* Task prompt *
The word "Halide" may appear in some lines of the data; copy every such line.

Available records below:

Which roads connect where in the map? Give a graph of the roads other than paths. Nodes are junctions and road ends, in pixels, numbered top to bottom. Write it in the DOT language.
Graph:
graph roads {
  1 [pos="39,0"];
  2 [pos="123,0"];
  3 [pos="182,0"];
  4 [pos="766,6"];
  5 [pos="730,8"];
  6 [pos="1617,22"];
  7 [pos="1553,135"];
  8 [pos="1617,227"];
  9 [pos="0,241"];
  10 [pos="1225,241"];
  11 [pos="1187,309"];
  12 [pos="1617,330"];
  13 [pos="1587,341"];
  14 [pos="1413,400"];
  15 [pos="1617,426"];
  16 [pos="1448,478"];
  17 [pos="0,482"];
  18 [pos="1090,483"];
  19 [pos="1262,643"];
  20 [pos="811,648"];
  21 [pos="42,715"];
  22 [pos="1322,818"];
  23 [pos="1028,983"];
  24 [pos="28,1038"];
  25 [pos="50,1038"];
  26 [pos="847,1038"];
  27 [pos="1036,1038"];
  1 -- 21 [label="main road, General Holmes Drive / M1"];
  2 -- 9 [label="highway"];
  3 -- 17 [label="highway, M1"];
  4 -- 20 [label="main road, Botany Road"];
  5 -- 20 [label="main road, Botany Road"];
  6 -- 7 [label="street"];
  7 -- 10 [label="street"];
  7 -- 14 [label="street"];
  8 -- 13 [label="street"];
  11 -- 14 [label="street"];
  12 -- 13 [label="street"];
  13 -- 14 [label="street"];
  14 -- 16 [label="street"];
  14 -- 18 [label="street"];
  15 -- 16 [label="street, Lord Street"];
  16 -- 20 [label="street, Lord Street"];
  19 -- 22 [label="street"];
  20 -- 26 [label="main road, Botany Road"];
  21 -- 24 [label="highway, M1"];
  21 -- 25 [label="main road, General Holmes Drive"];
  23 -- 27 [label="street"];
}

End of Available records.
Available records below:

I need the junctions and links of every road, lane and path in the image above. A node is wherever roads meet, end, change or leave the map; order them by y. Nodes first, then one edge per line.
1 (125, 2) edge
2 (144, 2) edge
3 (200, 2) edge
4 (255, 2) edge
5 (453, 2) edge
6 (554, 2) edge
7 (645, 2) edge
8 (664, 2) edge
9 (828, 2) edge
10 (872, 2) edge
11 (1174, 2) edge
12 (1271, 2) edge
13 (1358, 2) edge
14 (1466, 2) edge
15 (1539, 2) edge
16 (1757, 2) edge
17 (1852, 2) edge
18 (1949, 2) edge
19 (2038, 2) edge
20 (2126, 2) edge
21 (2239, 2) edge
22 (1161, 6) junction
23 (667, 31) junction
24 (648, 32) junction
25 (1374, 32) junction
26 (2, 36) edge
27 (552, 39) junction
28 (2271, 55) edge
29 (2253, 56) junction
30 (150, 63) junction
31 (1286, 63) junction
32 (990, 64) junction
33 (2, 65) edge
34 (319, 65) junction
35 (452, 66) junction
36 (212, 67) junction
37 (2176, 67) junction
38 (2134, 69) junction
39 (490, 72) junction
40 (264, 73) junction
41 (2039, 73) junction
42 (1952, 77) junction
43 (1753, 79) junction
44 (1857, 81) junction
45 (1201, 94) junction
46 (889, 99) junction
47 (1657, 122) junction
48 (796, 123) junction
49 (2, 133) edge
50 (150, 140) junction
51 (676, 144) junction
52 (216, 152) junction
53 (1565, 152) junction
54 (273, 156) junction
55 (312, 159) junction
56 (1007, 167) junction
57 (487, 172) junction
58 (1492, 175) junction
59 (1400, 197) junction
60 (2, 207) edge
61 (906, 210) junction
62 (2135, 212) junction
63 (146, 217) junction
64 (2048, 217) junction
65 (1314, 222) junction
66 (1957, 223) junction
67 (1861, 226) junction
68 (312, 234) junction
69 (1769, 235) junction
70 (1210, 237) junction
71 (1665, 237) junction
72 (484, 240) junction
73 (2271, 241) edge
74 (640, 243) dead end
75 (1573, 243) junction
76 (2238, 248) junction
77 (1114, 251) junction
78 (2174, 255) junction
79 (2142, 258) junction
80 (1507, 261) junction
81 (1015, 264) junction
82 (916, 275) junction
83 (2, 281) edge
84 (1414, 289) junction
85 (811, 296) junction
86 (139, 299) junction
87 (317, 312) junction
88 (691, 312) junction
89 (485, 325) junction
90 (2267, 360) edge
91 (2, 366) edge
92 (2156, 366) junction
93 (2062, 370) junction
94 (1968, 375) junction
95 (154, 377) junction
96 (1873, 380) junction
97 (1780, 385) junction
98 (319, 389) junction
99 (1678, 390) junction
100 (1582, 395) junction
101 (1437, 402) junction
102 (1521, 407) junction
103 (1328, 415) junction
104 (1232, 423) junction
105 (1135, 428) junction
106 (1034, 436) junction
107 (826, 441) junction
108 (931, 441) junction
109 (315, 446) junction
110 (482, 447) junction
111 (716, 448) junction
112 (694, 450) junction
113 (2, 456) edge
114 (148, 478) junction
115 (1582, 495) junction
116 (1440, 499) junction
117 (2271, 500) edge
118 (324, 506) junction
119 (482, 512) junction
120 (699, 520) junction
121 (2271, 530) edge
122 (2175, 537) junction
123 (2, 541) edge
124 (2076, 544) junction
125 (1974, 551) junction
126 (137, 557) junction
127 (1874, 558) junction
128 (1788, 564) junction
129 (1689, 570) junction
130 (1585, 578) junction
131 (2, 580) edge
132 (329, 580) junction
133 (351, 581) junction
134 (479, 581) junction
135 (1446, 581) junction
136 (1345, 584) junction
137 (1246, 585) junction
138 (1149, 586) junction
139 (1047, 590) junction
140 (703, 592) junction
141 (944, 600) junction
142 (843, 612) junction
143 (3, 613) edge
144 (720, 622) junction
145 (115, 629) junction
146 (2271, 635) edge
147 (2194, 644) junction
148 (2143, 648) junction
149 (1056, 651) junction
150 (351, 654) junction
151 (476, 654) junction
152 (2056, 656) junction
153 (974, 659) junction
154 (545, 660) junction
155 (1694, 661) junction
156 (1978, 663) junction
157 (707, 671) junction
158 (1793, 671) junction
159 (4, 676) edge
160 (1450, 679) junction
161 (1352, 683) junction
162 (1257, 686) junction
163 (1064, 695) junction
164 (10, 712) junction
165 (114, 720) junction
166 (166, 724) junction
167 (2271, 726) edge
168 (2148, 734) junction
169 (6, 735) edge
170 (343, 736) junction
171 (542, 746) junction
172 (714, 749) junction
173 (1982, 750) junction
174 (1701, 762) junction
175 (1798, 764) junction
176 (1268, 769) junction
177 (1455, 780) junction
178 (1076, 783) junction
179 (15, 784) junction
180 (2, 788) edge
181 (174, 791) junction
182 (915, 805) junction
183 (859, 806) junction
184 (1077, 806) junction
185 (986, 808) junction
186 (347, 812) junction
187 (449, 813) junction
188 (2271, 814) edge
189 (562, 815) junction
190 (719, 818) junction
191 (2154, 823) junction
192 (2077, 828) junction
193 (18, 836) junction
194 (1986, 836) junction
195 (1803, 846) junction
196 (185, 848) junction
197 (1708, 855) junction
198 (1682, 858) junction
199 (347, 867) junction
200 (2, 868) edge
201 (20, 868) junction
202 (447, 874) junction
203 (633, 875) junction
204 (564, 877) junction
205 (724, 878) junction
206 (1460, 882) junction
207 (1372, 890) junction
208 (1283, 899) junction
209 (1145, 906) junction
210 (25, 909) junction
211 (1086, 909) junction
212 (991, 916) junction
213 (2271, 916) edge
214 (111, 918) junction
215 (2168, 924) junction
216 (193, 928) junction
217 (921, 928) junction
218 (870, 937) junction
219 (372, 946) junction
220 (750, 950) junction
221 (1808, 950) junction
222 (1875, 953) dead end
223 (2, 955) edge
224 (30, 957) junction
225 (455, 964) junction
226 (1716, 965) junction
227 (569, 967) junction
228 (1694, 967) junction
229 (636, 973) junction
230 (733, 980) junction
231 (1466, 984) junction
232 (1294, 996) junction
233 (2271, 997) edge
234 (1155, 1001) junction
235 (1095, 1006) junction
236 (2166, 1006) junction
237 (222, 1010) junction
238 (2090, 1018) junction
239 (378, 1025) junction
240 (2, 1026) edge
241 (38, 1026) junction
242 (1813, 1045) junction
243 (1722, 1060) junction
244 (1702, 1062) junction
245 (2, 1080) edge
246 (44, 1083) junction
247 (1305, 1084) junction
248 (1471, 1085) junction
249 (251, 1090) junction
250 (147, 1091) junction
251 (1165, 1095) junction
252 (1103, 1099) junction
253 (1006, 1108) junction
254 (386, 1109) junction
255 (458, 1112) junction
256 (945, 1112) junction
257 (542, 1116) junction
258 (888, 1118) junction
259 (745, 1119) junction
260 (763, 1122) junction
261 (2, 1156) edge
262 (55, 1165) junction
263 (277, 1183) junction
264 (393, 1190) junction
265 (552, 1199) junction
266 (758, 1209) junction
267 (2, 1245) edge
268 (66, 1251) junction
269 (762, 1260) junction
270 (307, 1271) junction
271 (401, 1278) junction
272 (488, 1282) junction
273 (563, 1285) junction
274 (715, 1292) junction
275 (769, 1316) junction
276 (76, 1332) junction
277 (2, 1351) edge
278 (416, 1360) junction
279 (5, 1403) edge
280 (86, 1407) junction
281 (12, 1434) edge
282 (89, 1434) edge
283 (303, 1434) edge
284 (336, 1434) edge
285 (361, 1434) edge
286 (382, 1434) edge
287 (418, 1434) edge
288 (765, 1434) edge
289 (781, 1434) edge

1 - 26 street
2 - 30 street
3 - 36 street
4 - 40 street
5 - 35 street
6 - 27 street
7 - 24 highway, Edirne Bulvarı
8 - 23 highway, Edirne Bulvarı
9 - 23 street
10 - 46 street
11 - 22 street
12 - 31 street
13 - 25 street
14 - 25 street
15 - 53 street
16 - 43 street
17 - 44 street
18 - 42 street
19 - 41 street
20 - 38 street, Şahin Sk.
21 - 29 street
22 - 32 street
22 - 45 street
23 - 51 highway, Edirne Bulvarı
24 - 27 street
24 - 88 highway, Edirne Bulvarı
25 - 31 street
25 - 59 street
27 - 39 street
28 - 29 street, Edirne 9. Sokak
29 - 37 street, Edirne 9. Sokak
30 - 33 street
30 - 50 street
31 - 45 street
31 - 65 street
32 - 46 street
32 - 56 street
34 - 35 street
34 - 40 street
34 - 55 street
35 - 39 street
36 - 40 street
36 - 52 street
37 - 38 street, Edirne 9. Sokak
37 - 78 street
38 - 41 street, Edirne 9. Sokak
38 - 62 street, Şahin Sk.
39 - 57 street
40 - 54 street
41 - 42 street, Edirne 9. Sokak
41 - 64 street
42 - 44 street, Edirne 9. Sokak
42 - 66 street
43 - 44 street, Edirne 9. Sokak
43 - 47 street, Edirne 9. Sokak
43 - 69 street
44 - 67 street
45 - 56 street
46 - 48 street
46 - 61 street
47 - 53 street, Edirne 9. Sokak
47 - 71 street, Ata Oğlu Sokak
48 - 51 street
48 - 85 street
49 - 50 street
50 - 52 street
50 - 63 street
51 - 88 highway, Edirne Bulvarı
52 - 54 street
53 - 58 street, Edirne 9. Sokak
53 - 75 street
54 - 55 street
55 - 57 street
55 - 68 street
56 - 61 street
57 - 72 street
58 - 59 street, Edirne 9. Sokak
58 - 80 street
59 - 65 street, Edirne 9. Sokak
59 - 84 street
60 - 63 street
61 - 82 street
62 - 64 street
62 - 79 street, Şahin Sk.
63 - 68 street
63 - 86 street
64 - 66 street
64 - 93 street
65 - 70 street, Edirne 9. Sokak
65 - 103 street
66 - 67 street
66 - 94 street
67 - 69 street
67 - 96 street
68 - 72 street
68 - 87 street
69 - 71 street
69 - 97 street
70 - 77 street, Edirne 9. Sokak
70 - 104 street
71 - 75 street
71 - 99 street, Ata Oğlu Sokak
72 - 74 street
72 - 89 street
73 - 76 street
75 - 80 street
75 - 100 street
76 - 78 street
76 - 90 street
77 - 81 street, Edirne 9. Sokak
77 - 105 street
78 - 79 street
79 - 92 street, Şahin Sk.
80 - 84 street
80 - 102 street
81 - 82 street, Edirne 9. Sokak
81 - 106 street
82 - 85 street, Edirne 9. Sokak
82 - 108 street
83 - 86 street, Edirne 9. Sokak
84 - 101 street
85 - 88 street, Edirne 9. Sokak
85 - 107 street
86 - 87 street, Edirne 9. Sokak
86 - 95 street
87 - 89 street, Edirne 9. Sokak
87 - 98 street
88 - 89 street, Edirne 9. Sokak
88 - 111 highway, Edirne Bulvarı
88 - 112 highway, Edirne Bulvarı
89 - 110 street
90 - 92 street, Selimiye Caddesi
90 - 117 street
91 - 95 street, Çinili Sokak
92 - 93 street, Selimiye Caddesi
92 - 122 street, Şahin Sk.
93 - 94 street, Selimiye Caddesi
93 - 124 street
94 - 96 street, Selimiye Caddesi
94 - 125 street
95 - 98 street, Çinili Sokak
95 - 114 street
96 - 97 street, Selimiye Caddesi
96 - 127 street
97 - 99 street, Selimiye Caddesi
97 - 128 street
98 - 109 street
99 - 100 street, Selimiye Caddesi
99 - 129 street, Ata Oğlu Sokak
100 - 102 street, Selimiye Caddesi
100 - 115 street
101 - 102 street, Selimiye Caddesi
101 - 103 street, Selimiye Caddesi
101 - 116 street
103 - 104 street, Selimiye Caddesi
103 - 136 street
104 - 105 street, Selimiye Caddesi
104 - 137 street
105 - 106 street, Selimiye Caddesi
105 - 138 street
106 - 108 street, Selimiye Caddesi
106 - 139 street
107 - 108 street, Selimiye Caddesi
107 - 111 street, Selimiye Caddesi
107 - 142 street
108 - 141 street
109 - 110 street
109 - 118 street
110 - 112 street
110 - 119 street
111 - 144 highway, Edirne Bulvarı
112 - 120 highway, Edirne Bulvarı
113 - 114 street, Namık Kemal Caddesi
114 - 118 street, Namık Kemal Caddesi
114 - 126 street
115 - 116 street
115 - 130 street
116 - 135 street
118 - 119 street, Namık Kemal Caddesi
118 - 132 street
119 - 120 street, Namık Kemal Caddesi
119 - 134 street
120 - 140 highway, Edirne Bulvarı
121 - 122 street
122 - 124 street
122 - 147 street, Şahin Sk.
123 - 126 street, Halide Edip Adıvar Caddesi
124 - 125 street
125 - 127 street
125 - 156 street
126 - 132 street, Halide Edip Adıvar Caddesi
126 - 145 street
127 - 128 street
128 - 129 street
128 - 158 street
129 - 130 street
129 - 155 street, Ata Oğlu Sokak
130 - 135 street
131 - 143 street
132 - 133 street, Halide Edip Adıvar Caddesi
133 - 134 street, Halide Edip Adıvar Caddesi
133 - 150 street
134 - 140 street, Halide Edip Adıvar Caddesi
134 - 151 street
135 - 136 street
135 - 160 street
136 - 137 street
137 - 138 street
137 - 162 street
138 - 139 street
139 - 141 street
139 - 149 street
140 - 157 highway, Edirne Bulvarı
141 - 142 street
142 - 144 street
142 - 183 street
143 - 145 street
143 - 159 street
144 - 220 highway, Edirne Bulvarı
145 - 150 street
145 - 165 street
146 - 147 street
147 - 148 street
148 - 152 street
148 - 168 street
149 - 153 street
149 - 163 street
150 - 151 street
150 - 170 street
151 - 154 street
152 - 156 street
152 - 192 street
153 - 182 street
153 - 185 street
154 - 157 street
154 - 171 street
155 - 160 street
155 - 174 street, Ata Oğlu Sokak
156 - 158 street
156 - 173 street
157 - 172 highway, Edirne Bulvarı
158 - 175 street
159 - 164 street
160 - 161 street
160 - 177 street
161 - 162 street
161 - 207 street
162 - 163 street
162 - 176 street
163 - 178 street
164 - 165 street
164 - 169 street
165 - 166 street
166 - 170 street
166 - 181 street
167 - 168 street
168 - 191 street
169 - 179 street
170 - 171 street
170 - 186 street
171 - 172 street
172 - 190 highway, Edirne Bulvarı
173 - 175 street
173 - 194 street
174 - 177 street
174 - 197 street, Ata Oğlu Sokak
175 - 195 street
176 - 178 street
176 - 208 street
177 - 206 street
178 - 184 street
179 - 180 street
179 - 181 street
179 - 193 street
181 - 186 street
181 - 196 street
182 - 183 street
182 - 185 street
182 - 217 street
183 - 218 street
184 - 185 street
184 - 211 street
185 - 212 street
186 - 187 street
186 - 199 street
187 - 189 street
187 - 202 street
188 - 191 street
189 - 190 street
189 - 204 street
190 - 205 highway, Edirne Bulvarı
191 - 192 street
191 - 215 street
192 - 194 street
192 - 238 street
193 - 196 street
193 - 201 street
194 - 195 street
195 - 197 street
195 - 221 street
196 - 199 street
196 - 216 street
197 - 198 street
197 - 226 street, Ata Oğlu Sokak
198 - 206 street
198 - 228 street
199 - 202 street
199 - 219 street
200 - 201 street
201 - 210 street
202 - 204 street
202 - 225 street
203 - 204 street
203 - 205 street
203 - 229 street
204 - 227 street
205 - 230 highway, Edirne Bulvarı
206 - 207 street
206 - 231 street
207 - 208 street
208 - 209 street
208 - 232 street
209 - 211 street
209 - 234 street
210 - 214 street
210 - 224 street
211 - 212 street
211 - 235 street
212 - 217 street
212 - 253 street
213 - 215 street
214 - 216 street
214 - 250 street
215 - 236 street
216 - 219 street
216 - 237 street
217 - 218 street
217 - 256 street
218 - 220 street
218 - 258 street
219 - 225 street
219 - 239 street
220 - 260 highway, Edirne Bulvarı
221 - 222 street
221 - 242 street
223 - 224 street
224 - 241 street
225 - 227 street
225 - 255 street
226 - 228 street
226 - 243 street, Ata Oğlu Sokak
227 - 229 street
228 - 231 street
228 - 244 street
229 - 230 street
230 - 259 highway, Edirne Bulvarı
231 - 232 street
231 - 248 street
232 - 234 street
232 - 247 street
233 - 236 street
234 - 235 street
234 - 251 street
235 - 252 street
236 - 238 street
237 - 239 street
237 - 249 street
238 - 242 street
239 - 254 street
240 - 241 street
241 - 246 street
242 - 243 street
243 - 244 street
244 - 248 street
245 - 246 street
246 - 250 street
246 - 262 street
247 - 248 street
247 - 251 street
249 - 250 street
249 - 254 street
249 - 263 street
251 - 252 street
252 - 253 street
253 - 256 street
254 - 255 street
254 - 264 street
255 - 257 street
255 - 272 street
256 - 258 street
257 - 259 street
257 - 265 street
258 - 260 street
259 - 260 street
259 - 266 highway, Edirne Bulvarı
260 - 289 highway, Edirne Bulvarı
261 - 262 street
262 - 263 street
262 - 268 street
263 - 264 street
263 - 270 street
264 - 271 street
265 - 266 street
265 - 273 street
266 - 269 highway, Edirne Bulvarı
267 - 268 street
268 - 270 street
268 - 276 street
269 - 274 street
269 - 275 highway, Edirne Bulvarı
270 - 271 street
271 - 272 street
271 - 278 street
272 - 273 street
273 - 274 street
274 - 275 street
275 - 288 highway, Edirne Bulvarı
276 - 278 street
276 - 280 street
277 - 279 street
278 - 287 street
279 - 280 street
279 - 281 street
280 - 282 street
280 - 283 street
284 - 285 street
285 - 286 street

End of Available records.

* Your response *
123 - 126 street, Halide Edip Adıvar Caddesi
126 - 132 street, Halide Edip Adıvar Caddesi
132 - 133 street, Halide Edip Adıvar Caddesi
133 - 134 street, Halide Edip Adıvar Caddesi
134 - 140 street, Halide Edip Adıvar Caddesi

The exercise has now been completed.